Families are central to a number of recent employment law alterations and with each political party competing for attention in preparation for the General Election there are likely to be further changes on the horizon.
The right to request flexible working came into force late last year and legislation on maternity, paternity and adoption leave and pay will be amended, allowing both partners to take leave at the same time from April 2015.
Follow our guide on the headline changes to the system and how each could support greater flexibility for working parents.
Every employee has the right to request flexible working hours providing they have 26 weeks continuous service.
Having access to flexible start and finish times can be of benefit to older employees approaching retirement, young workers looking for time to take on additional training and also parents with young families.
The legislation, aims to bring working practices bang up-to-date with the needs, and choices, of the modern family.
The employee must have a good reason for requesting the flexible working hours or the application can be refused if there is are valid business reasons for doing so (as described in the legislation). However, if you feel your employer has not handled the request in a reasonable manner you can seek legal guidance and appeal the decision.
Shared parental leave
From April 5, 2015 a new system of paid shared parental leave comes into force, which aims to give parents greater control over sharing the care of their child in the first 12 months after birth or adoption.
Around 285,000 working couples in the UK would be eligible to share leave under the new rules, and will be able to be off work at the same time, or take it in turns to stay at home and look after the child.
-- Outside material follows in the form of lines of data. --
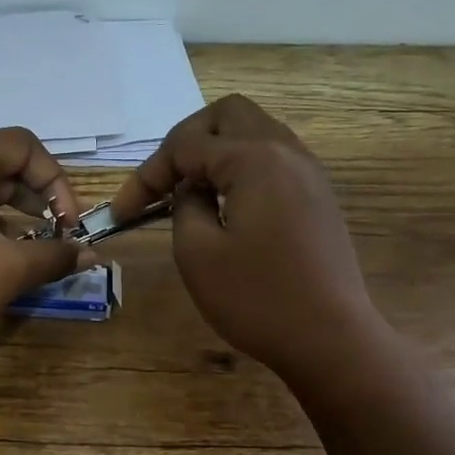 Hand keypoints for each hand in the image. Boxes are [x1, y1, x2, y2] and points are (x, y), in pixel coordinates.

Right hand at [109, 95, 379, 376]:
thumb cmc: (257, 298)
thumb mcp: (198, 253)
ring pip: (253, 131)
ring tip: (189, 191)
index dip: (146, 176)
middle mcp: (286, 151)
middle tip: (164, 181)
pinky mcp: (317, 195)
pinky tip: (225, 204)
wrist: (332, 340)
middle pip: (227, 115)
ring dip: (215, 151)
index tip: (121, 213)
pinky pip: (272, 157)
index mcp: (255, 159)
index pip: (185, 145)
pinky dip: (240, 167)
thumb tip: (190, 190)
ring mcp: (308, 171)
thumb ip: (184, 206)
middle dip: (186, 140) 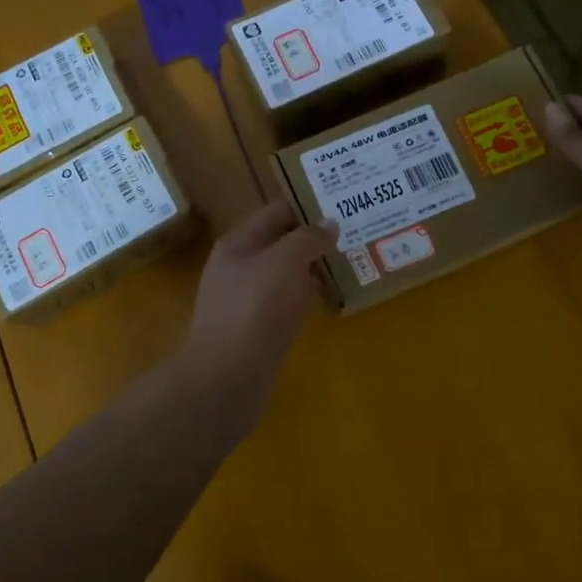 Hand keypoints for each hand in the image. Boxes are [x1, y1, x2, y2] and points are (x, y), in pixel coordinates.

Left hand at [181, 201, 337, 434]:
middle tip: (353, 234)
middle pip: (280, 243)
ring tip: (349, 262)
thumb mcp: (284, 262)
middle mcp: (239, 268)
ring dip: (312, 269)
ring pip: (285, 275)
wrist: (227, 376)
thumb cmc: (255, 309)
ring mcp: (246, 301)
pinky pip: (286, 303)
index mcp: (239, 243)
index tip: (341, 204)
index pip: (276, 212)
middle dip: (313, 239)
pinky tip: (328, 299)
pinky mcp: (257, 330)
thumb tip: (329, 224)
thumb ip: (308, 238)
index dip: (307, 206)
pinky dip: (306, 298) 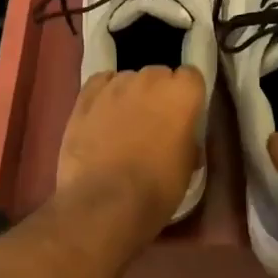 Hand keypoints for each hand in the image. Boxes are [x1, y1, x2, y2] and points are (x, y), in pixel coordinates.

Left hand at [55, 67, 203, 236]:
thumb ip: (186, 137)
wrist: (106, 202)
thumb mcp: (189, 164)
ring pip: (128, 80)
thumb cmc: (157, 188)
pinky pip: (101, 84)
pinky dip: (104, 95)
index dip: (187, 97)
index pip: (191, 77)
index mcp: (183, 92)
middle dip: (158, 94)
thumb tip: (180, 137)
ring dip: (130, 96)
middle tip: (154, 124)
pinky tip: (102, 116)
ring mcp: (115, 85)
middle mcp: (150, 78)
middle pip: (159, 75)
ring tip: (122, 125)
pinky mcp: (85, 96)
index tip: (183, 117) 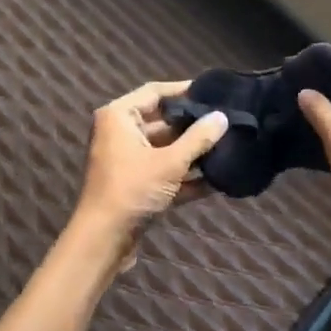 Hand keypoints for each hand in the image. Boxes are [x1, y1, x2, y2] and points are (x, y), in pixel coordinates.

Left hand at [71, 80, 229, 271]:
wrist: (103, 241)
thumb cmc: (132, 189)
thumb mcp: (169, 162)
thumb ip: (198, 138)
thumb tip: (222, 117)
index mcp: (119, 116)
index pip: (154, 92)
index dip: (183, 89)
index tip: (212, 90)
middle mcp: (120, 133)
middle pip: (162, 121)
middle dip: (192, 124)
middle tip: (225, 119)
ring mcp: (127, 160)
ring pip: (165, 148)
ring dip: (192, 152)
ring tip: (227, 146)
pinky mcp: (136, 185)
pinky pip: (164, 172)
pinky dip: (185, 176)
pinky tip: (217, 180) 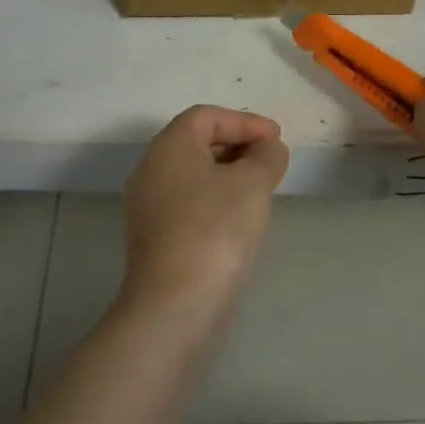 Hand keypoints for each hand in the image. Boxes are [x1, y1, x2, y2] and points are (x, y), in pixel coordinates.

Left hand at [120, 105, 289, 314]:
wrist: (175, 306)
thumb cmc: (215, 230)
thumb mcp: (253, 184)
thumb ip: (266, 157)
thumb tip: (268, 148)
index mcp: (169, 146)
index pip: (207, 116)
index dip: (244, 121)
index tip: (276, 138)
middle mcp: (150, 169)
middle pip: (196, 142)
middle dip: (237, 145)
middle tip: (271, 160)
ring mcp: (147, 206)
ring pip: (192, 174)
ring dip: (228, 174)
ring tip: (261, 188)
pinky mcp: (153, 237)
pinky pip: (188, 202)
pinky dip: (215, 199)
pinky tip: (240, 218) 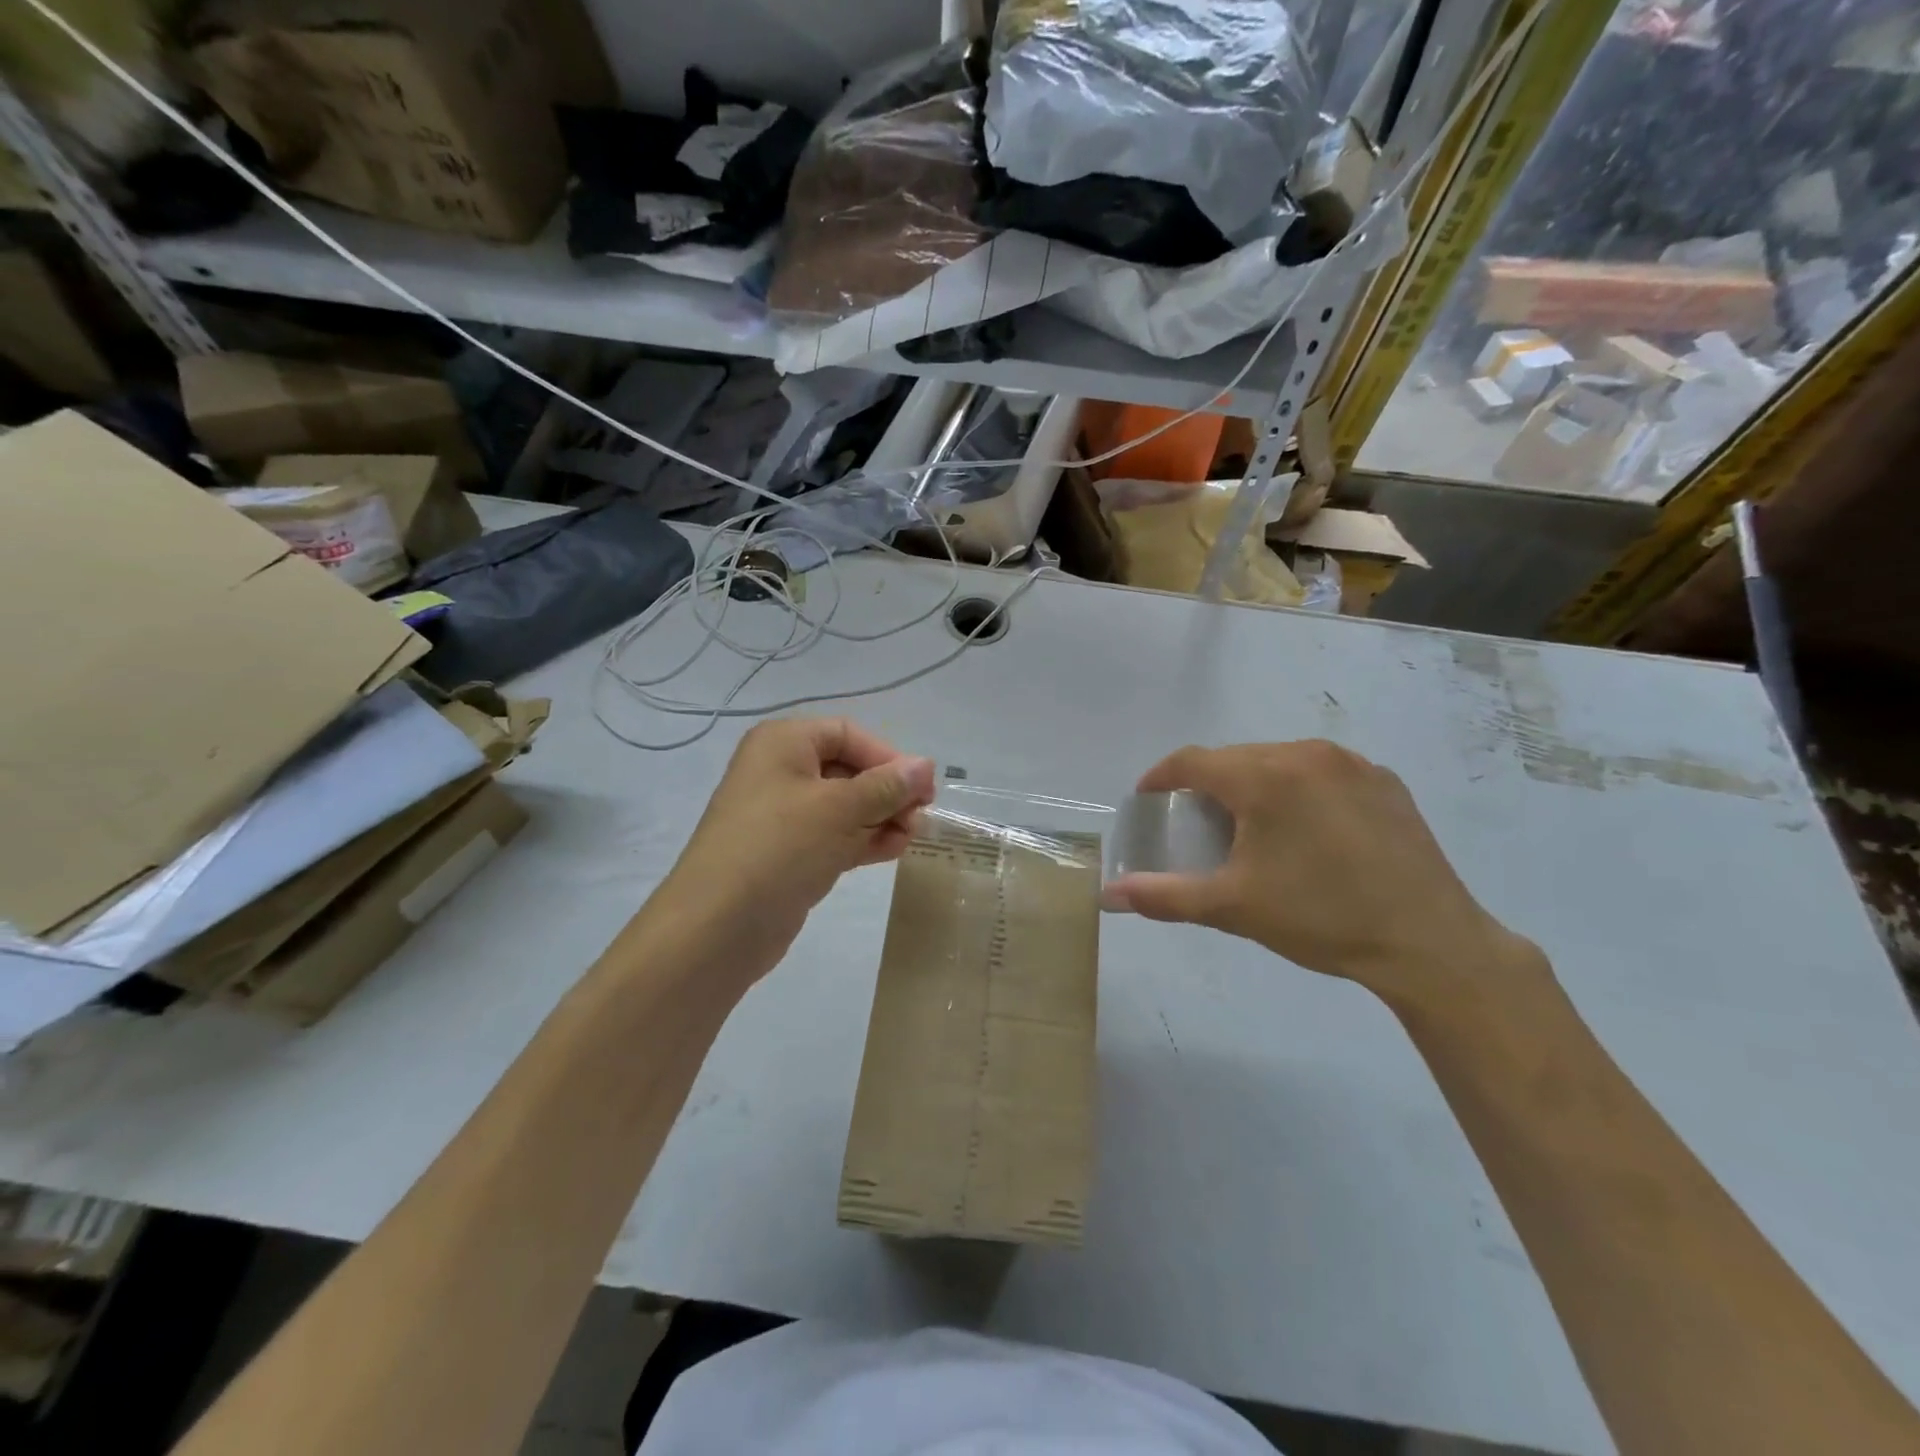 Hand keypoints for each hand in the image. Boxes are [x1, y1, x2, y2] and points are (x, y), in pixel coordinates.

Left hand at [646, 718, 935, 989]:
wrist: (718, 926)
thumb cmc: (780, 847)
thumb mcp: (840, 809)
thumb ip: (888, 786)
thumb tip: (927, 765)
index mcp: (783, 743)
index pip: (848, 734)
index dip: (888, 757)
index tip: (921, 789)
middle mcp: (780, 771)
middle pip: (848, 769)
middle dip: (888, 791)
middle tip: (921, 817)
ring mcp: (783, 815)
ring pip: (844, 805)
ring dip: (881, 817)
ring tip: (911, 837)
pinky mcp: (788, 852)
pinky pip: (834, 835)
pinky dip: (863, 839)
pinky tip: (893, 851)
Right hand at [1103, 741, 1540, 1006]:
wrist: (1429, 943)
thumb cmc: (1321, 919)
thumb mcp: (1233, 908)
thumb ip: (1165, 896)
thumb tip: (1109, 896)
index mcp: (1266, 776)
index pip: (1193, 761)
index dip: (1161, 778)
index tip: (1147, 800)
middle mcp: (1307, 754)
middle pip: (1236, 758)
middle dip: (1208, 785)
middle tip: (1197, 824)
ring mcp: (1352, 764)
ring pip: (1279, 762)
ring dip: (1253, 785)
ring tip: (1250, 827)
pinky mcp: (1384, 781)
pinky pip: (1321, 772)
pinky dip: (1297, 789)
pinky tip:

Under the new scheme, employed mothers will be able to convert up to 50 weeks of maternity leave, and 37 weeks statutory maternity pay, into shared leave and pay with their partner.
To qualify for Shared Parental Leave (SPL), you must share care of the child with either:
– your husband, wife, civil partner or joint adopter
– the child’s other parent
– your partner (if they live with you and the child)
You can start SPL while your partner is still on maternity or adoption leave as long as they’ve given binding notice to end it.
A mother can’t return to work before the end of the compulsory two weeks of maternity leave following the birth (four if she works in a factory).
New right to take time off for antenatal and adoption appointments
Expectant partners are entitled to attend up to two unpaid ante-natal appointments with their pregnant partner. This is a major step in the government’s measures to encourage involvement of fathers or partners with their children from the earliest possible stages.
From April 5, 2015, this will be extended to employees proposing to adopt a child, enabling them to take time off to attend up to five adoption appointments. The time off must be paid where the employee is adopting the child on their own. If the employee is adopting jointly then one of the parents may elect to receive the time off as paid and the other will be entitled to take the time off as unpaid.